┌─ EXERCISE INPUT

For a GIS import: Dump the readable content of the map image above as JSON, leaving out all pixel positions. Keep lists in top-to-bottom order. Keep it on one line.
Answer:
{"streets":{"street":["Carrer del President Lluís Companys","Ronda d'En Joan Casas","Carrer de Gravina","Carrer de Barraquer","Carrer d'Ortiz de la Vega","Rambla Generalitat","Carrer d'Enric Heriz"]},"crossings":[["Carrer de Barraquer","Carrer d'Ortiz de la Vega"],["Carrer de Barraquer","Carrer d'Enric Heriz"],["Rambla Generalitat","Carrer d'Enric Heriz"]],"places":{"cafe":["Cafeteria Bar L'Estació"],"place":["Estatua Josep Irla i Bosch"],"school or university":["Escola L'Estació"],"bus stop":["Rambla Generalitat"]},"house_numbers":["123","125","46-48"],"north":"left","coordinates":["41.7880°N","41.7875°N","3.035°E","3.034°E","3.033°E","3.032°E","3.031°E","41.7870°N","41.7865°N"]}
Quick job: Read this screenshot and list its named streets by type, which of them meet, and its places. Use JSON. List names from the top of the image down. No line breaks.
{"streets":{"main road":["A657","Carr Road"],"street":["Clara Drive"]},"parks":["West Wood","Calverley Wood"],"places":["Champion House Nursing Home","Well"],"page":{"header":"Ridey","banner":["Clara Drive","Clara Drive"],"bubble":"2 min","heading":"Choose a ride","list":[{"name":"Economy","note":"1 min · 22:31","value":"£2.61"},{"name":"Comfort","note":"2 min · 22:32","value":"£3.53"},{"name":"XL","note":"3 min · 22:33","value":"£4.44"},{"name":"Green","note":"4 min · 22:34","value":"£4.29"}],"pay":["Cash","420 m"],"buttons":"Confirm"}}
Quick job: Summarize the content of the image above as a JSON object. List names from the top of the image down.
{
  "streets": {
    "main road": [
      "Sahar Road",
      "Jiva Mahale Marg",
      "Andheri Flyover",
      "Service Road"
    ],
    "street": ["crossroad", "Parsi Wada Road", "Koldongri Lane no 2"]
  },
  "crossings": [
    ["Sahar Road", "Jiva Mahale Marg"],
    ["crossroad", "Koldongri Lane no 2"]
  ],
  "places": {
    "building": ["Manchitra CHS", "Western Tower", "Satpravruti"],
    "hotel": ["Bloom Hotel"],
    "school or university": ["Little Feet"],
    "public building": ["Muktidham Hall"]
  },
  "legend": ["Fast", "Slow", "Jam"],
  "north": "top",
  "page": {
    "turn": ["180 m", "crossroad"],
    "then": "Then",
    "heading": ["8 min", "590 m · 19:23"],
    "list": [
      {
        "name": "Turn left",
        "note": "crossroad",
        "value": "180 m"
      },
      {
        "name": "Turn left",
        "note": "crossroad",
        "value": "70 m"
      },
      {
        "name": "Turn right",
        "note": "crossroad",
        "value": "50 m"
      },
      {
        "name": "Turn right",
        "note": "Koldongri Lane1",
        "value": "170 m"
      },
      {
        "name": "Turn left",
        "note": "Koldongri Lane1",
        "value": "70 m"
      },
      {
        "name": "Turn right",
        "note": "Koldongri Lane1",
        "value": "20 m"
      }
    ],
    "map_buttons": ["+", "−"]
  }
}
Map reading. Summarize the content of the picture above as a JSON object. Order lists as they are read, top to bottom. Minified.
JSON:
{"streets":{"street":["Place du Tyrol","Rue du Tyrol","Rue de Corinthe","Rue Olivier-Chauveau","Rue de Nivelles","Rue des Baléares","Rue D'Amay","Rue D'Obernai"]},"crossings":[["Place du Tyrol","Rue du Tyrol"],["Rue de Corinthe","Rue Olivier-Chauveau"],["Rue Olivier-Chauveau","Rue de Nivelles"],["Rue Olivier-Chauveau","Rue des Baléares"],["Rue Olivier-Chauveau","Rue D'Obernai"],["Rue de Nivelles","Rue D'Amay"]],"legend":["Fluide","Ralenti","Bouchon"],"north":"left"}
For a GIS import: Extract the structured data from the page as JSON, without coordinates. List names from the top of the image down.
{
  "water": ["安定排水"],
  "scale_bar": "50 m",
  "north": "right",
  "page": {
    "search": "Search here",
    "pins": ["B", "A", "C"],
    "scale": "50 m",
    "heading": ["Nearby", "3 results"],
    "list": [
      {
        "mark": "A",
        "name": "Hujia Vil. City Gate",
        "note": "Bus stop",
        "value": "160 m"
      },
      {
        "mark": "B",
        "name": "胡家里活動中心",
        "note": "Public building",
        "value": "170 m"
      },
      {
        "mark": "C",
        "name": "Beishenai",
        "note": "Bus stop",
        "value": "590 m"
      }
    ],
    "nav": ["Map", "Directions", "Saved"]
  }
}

└─

▶ [INSTRUCTIONS FOR THE TASK]:
For this exercise, gather every line of the data that contains the word "lists".

▶ [RESPONSE TO THIS TASK]:
For a GIS import: Dump the readable content of the map image above as JSON, leaving out all pixel positions. Keep lists in top-to-bottom order. Keep it on one line.
Map reading. Summarize the content of the picture above as a JSON object. Order lists as they are read, top to bottom. Minified.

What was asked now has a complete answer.